Predicting human olfactory perception from chemical features of odor molecules

In early 2015, we formed a team, Biolab Ljubljana, to enter a competition on predicting odor of molecules. Given 4000+ features providing information about the chemical structure of a molecule, the task was to predicts its intensity, pleasantness and 19 semantic odor categories ranging from garlic and fishy to spicy, and musky. Our team created a ensemble of different machine learning methods, including gradient-boosted trees, ridge regression and random forest. We achieved 3rd place, and the final aggregated model was close to the theoretical limits of prediction (compared to an individual’s test-retest internal variance). The report was published in Science, where you can find more information about the task.

Link to the full paper: Keller et al. – Predicting human olfactory perception from chemical features of odor molecules

Bayesian approximate methods for structured noise data

With Prof. Erik Strumbelj we looked at the problem of uncertainty in the beginning of a sports season for both basketball and football. Most models trained on previous seasons do not account for the large shifts in team strength before the start of a new season, and subsequently give erroneous overconfident predictions. Bayesian statistics, on the other hand, can handle this uncertainty much better.

We developed a model specifically for this kind of sports data, which is count data. Assuming the counts come from a Poisson distribution, we used a non-informative Gamma prior from which to draw samples for this count data for each game, where the likelihood term encompasses all previous games in the season. This means that earlier in the season the model relies more on the prior and is thus more uncertain, which led to better predictions in the beginning than models that do not account for this.

Workshop pre-print: Dimitriev, Štrumbelj – Approximate Bayesian Binary, Ordinal Regression with Structured Uncertainty in the Inputs .

Full-length draft: Dimitriev, Štrumbelj – Approximate Bayesian binary and ordinal regression for prediction with structured uncertainty in the inputs

Iterative unsupervised image segmentation

Building upon my diploma thesis with Prof. Matej Kristan, I improved and polished the algorithm and the experimental part. We first oversegment the image into several hundred superpixels and extract useful color and texture features. Our approach is an iterative one. Starting with as many labels as there are superpixels, we gradually reduce this number. We use SVMs, although any supervised classifier can be used, to learn how to distinguish superpixels that belong to one label from all the rest.
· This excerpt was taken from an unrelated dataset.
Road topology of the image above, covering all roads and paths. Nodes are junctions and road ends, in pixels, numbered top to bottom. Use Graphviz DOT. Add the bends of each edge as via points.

If they can not be distinguished well enough, they are assigned the same label for the next iteration, and this continues until the algorithm converges and there are no changes. We also use a Markov random field over the superpixel labels to penalize neighboring superpixels that have different labels with penalty proportional to their similarity (so that dissimilar neighbors with different labels are not punished as much as similar ones). The journal version is the more recent one, which includes an extended framework and more approaches.
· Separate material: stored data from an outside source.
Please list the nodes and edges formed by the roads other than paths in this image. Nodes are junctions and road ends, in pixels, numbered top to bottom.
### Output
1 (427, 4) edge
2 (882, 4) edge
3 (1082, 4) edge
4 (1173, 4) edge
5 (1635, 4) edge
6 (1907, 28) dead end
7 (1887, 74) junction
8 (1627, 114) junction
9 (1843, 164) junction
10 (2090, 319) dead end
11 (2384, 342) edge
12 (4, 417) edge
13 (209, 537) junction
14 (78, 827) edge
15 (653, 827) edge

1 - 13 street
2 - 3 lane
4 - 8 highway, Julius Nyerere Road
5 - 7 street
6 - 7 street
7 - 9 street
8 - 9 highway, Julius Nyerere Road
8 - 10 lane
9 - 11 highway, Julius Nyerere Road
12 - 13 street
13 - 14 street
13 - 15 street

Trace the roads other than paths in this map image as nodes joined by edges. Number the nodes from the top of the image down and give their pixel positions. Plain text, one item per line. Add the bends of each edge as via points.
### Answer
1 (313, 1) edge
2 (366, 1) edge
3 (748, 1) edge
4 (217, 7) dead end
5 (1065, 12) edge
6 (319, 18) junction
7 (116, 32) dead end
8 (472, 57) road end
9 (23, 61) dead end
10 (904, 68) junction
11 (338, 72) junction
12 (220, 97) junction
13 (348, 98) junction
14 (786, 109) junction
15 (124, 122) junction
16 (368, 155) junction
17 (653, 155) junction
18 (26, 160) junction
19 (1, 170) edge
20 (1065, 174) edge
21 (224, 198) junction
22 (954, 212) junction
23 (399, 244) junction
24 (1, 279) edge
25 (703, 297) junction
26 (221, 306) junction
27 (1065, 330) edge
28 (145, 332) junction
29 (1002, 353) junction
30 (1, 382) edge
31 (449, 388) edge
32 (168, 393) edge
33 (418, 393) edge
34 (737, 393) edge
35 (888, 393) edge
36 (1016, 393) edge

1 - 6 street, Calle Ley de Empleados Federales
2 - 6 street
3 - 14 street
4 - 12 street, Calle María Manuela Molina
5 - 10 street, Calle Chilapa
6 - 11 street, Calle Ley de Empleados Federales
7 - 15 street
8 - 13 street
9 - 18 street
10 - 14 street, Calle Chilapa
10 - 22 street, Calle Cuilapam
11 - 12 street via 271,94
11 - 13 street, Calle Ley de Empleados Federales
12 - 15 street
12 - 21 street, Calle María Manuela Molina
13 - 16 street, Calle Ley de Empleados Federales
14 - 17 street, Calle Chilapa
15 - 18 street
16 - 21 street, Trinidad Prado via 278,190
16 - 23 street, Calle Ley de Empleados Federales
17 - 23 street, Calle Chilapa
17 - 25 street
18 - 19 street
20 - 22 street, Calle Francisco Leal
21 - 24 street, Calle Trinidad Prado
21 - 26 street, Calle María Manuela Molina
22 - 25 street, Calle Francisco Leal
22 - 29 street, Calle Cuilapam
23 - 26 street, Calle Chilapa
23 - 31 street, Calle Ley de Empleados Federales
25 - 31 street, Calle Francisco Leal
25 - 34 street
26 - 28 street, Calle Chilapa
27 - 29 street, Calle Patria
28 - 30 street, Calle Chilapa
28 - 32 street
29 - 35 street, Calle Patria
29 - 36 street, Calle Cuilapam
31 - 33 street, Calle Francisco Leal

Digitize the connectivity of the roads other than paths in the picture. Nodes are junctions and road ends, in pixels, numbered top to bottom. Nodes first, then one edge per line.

Full journal paper (preprint): Dimitriev, Kristan – A regularization-based approach for unsupervised image segmentation.

Blog post for the journal version.

Full conference paper: Dimitriev, Kristan – A regularization-based approach for unsupervised image segmentation.

Presented at ERK 2015.

Machine learning for gene microarray data

With Prof. Bosnić we looked at the performance of several machine learning algorithms and several feature selection methods on four gene expression microarray data sets. This data is characterized by much larger set of features than samples, e.g. 10-50 samples and 10000-50000 features. Most algorithms are not suited for such data, so we looked at their performance, as well as the usefulness of feature selection techniques for this data, across all four data sets.

Short paper: Dimitriev, Bosnić – Learning From Microarray Gene Expression Data.

Presented at IS 2015.

Visual object tracking challenge (VOT2014)
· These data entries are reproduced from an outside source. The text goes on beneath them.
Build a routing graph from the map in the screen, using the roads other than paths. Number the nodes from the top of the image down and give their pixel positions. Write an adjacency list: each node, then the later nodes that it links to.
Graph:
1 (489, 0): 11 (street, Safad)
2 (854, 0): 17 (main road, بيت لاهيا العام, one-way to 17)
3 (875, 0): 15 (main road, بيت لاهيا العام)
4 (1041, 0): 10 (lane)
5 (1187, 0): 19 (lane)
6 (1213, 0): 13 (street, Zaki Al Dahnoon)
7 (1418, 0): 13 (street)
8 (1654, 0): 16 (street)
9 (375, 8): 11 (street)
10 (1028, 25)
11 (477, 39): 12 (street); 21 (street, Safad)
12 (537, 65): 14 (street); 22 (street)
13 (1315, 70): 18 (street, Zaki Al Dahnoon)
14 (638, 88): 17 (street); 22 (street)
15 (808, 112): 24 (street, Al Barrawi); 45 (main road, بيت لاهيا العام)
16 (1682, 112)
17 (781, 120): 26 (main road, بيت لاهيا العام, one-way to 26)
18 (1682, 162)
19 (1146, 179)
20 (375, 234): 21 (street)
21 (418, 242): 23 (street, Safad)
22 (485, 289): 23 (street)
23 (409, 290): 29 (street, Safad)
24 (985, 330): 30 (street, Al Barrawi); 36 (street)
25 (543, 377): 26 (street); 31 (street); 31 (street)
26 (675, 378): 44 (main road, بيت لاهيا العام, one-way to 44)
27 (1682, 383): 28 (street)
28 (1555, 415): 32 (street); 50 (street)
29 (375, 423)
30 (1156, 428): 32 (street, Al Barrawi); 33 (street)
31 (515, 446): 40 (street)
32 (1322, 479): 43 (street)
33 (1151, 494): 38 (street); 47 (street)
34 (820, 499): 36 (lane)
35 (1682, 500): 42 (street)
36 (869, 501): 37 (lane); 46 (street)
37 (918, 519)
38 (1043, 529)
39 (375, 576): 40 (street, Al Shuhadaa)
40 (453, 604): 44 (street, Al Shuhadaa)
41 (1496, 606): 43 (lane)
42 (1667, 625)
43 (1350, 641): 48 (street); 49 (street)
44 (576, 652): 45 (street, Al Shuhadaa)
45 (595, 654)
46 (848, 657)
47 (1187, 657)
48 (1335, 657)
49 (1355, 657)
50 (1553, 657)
In 2014, my bachelor’s advisor (along with several others) organized a visual tracking workshop at ECCV 2014 where everyone would submit state-of-the-art trackers, which were compared with each other and the baseline (that they had to outperform). I used an improved version of the normalized cross-correlation tracker, which performed well for its simplicity.

Workshop paper: Kristan et al. – The Visual Object Tracking VOT2014 challenge results.

Autonomous robotic boat navigation

In a joint project between industry (Harpha Sea) and academia, we looked at ways to improve the autonomous navigation of a robotic marine vessel using image segmentation, tracking, structure from motion, and image stabilization. I worked on the image segmentation part, which used part of my bachelor’s thesis. An extended abstract appeared in a Slovenian computer science and electrical engineering conference, where we presented our group’s work.

Extended abstract: Dimitriev et al. – Advanced computer vision methods for autonomous navigation of robotic vessels.